_TASK STATEMENT_. The listing is to be duplicated in full, exactly as written.

BEGIN DATA

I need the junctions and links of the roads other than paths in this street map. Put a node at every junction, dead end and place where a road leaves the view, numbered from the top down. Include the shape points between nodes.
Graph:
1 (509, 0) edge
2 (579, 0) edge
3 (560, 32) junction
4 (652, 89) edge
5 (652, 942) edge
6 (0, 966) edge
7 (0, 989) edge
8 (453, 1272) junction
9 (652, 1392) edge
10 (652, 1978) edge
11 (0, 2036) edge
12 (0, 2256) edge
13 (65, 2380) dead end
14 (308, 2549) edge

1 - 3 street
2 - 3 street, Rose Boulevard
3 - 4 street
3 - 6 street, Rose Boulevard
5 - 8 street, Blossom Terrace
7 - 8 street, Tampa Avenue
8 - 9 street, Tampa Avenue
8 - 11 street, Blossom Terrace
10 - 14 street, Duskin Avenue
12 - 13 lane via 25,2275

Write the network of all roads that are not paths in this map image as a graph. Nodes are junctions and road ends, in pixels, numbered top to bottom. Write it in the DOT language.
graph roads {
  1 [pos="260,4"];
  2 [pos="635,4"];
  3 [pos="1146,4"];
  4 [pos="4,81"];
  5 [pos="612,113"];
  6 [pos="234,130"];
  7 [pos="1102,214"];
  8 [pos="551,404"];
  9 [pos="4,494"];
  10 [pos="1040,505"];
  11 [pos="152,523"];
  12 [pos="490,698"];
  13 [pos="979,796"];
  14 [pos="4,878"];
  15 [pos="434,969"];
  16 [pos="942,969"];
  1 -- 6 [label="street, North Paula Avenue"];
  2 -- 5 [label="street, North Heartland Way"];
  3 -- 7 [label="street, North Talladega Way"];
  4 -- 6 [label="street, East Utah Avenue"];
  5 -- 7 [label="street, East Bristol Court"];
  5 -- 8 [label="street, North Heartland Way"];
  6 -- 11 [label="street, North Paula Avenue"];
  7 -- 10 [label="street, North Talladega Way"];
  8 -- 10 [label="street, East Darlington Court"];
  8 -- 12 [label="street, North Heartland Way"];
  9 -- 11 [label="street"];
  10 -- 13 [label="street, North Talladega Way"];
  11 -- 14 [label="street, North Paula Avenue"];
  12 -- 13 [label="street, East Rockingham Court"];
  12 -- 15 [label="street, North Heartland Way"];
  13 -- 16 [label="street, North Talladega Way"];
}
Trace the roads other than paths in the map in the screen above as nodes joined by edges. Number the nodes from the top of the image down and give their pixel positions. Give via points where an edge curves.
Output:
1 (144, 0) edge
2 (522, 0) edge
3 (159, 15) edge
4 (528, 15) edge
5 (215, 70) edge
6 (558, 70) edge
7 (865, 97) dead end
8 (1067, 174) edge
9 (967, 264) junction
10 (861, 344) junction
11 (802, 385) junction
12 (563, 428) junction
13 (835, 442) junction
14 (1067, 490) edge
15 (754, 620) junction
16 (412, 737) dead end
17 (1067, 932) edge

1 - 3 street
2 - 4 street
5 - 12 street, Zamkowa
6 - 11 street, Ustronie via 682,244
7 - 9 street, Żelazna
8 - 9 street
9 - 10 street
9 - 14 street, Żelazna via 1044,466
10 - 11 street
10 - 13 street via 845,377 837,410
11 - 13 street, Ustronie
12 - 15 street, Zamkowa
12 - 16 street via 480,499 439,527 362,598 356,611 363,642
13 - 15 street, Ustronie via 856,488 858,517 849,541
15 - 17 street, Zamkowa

END DATA

_EXERCISE SOLUTION_.
I need the junctions and links of the roads other than paths in this street map. Put a node at every junction, dead end and place where a road leaves the view, numbered from the top down. Include the shape points between nodes.
Graph:
1 (509, 0) edge
2 (579, 0) edge
3 (560, 32) junction
4 (652, 89) edge
5 (652, 942) edge
6 (0, 966) edge
7 (0, 989) edge
8 (453, 1272) junction
9 (652, 1392) edge
10 (652, 1978) edge
11 (0, 2036) edge
12 (0, 2256) edge
13 (65, 2380) dead end
14 (308, 2549) edge

1 - 3 street
2 - 3 street, Rose Boulevard
3 - 4 street
3 - 6 street, Rose Boulevard
5 - 8 street, Blossom Terrace
7 - 8 street, Tampa Avenue
8 - 9 street, Tampa Avenue
8 - 11 street, Blossom Terrace
10 - 14 street, Duskin Avenue
12 - 13 lane via 25,2275

Write the network of all roads that are not paths in this map image as a graph. Nodes are junctions and road ends, in pixels, numbered top to bottom. Write it in the DOT language.
graph roads {
  1 [pos="260,4"];
  2 [pos="635,4"];
  3 [pos="1146,4"];
  4 [pos="4,81"];
  5 [pos="612,113"];
  6 [pos="234,130"];
  7 [pos="1102,214"];
  8 [pos="551,404"];
  9 [pos="4,494"];
  10 [pos="1040,505"];
  11 [pos="152,523"];
  12 [pos="490,698"];
  13 [pos="979,796"];
  14 [pos="4,878"];
  15 [pos="434,969"];
  16 [pos="942,969"];
  1 -- 6 [label="street, North Paula Avenue"];
  2 -- 5 [label="street, North Heartland Way"];
  3 -- 7 [label="street, North Talladega Way"];
  4 -- 6 [label="street, East Utah Avenue"];
  5 -- 7 [label="street, East Bristol Court"];
  5 -- 8 [label="street, North Heartland Way"];
  6 -- 11 [label="street, North Paula Avenue"];
  7 -- 10 [label="street, North Talladega Way"];
  8 -- 10 [label="street, East Darlington Court"];
  8 -- 12 [label="street, North Heartland Way"];
  9 -- 11 [label="street"];
  10 -- 13 [label="street, North Talladega Way"];
  11 -- 14 [label="street, North Paula Avenue"];
  12 -- 13 [label="street, East Rockingham Court"];
  12 -- 15 [label="street, North Heartland Way"];
  13 -- 16 [label="street, North Talladega Way"];
}
Trace the roads other than paths in the map in the screen above as nodes joined by edges. Number the nodes from the top of the image down and give their pixel positions. Give via points where an edge curves.
Output:
1 (144, 0) edge
2 (522, 0) edge
3 (159, 15) edge
4 (528, 15) edge
5 (215, 70) edge
6 (558, 70) edge
7 (865, 97) dead end
8 (1067, 174) edge
9 (967, 264) junction
10 (861, 344) junction
11 (802, 385) junction
12 (563, 428) junction
13 (835, 442) junction
14 (1067, 490) edge
15 (754, 620) junction
16 (412, 737) dead end
17 (1067, 932) edge

1 - 3 street
2 - 4 street
5 - 12 street, Zamkowa
6 - 11 street, Ustronie via 682,244
7 - 9 street, Żelazna
8 - 9 street
9 - 10 street
9 - 14 street, Żelazna via 1044,466
10 - 11 street
10 - 13 street via 845,377 837,410
11 - 13 street, Ustronie
12 - 15 street, Zamkowa
12 - 16 street via 480,499 439,527 362,598 356,611 363,642
13 - 15 street, Ustronie via 856,488 858,517 849,541
15 - 17 street, Zamkowa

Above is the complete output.